(Named joint coordinates)
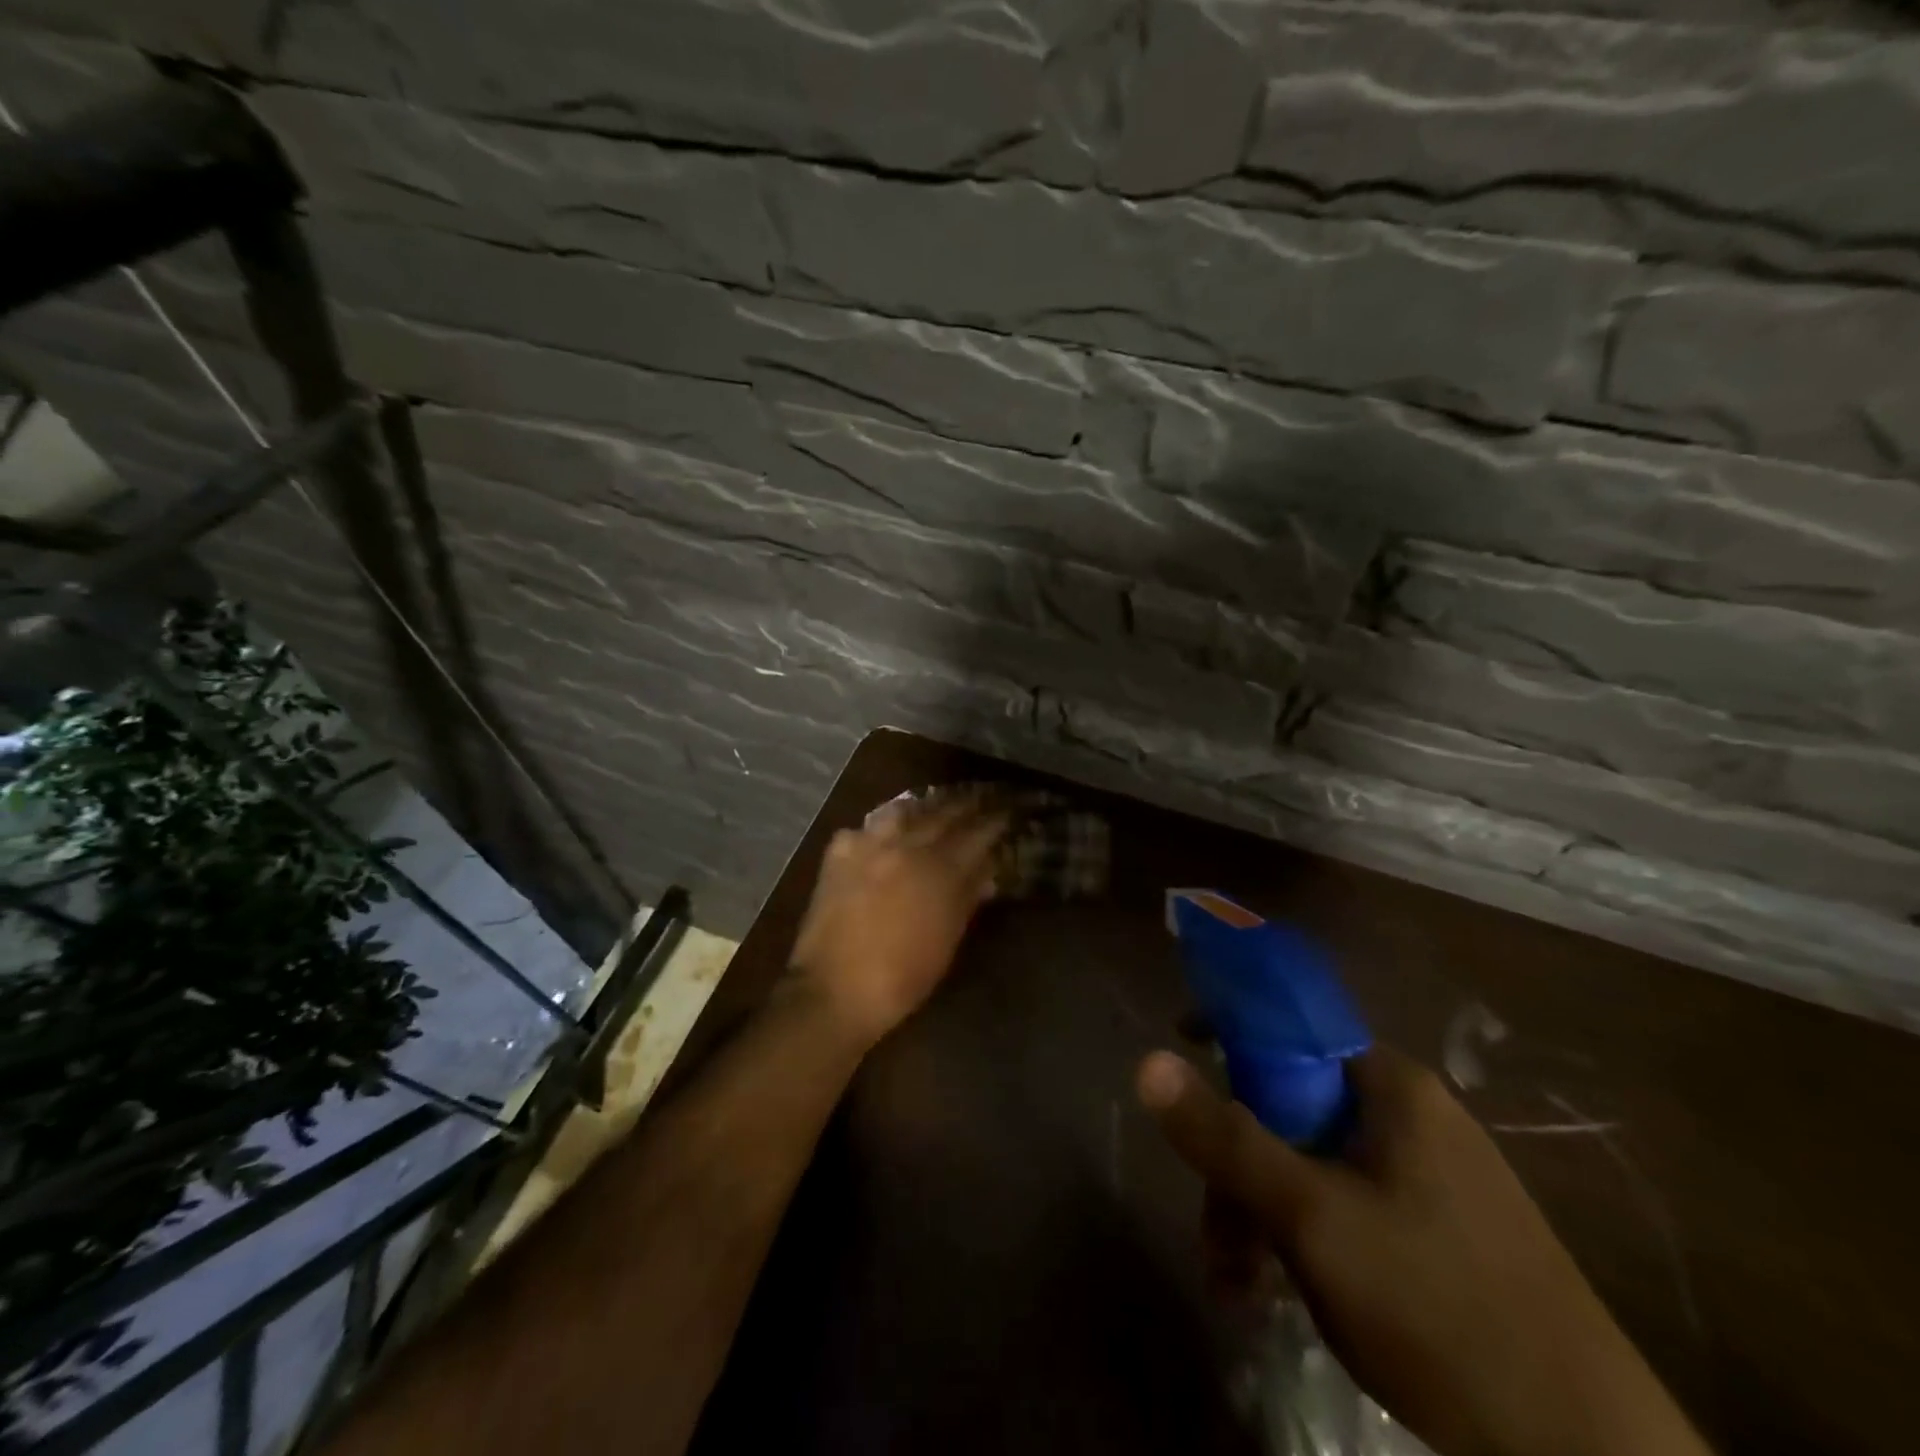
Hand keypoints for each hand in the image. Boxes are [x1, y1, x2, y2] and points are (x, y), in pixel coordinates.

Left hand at [789, 794, 1006, 1048]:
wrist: (834, 990)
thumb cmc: (902, 977)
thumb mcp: (947, 940)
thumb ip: (967, 897)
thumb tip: (987, 868)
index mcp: (940, 869)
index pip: (978, 832)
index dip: (997, 819)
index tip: (1010, 809)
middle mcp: (906, 846)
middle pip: (944, 813)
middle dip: (968, 804)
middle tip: (983, 799)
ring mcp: (869, 844)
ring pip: (904, 810)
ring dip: (925, 808)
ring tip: (937, 808)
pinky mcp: (839, 852)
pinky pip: (866, 826)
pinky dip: (882, 827)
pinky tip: (886, 834)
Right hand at [1136, 1045, 1711, 1455]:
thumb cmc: (1439, 1306)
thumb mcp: (1312, 1218)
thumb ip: (1225, 1137)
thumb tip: (1147, 1062)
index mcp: (1392, 1086)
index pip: (1290, 1024)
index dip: (1228, 1035)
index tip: (1182, 1057)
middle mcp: (1413, 1115)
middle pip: (1294, 1106)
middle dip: (1241, 1163)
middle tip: (1214, 1233)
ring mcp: (1432, 1176)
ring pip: (1316, 1163)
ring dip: (1264, 1213)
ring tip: (1237, 1282)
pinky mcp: (1442, 1233)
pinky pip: (1348, 1206)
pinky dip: (1305, 1240)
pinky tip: (1279, 1294)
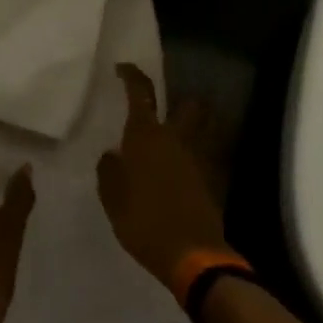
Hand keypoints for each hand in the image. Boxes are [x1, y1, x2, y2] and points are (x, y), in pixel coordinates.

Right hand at [96, 63, 228, 286]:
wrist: (192, 255)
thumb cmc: (143, 221)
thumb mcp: (112, 198)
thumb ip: (109, 170)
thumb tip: (112, 154)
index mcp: (146, 135)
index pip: (140, 91)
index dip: (131, 75)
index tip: (122, 68)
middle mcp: (175, 137)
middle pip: (186, 104)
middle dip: (178, 100)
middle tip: (161, 109)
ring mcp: (198, 157)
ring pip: (200, 128)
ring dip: (191, 126)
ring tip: (173, 140)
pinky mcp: (212, 179)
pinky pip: (204, 155)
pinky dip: (195, 156)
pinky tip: (181, 171)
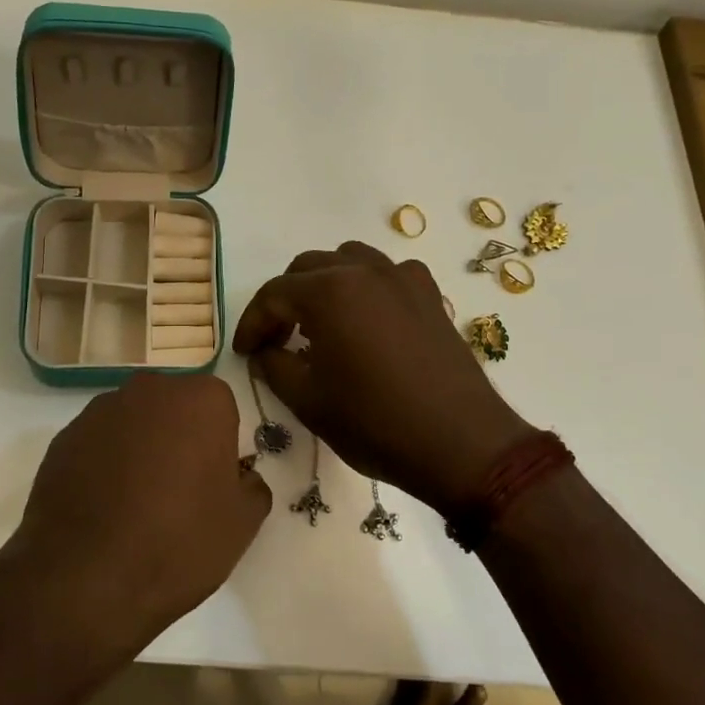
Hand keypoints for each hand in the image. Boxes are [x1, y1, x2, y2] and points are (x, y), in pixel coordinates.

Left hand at [5, 373, 270, 655]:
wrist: (84, 579)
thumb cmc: (178, 543)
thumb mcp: (242, 524)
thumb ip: (252, 486)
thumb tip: (240, 475)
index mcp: (202, 400)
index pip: (221, 409)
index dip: (220, 446)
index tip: (213, 483)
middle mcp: (150, 390)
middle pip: (175, 408)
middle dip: (179, 438)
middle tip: (178, 492)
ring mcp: (100, 410)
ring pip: (134, 423)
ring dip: (139, 449)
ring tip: (135, 505)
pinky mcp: (63, 437)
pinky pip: (98, 444)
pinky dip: (104, 465)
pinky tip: (103, 508)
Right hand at [233, 242, 532, 509]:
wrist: (461, 443)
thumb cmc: (375, 423)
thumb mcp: (308, 401)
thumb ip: (274, 365)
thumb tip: (265, 351)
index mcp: (328, 292)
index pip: (273, 294)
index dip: (251, 323)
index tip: (244, 352)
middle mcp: (364, 271)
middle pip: (307, 268)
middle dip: (284, 301)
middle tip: (276, 340)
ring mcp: (402, 277)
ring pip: (347, 261)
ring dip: (323, 285)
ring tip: (319, 324)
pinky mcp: (429, 294)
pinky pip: (386, 273)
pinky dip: (365, 287)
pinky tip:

→ **WORK REQUEST**: Where pictures appear, drop them, and reproduce exactly only the lines running from the beginning of the data to the line that contains "index mcp: (940, 869)", inclusive.

→ **RESPONSE AREA**:
Hand keypoints for each hand in the image. Boxes are [x1, y1, x2, y2] and points are (x, y), in pixel coordinates.

Left hand at [789, 794, 1006, 1048]:
wrist: (834, 990)
thumb cmc: (902, 977)
thumb mcp: (947, 940)
thumb ip: (967, 897)
thumb tip: (987, 868)
index mcp: (940, 869)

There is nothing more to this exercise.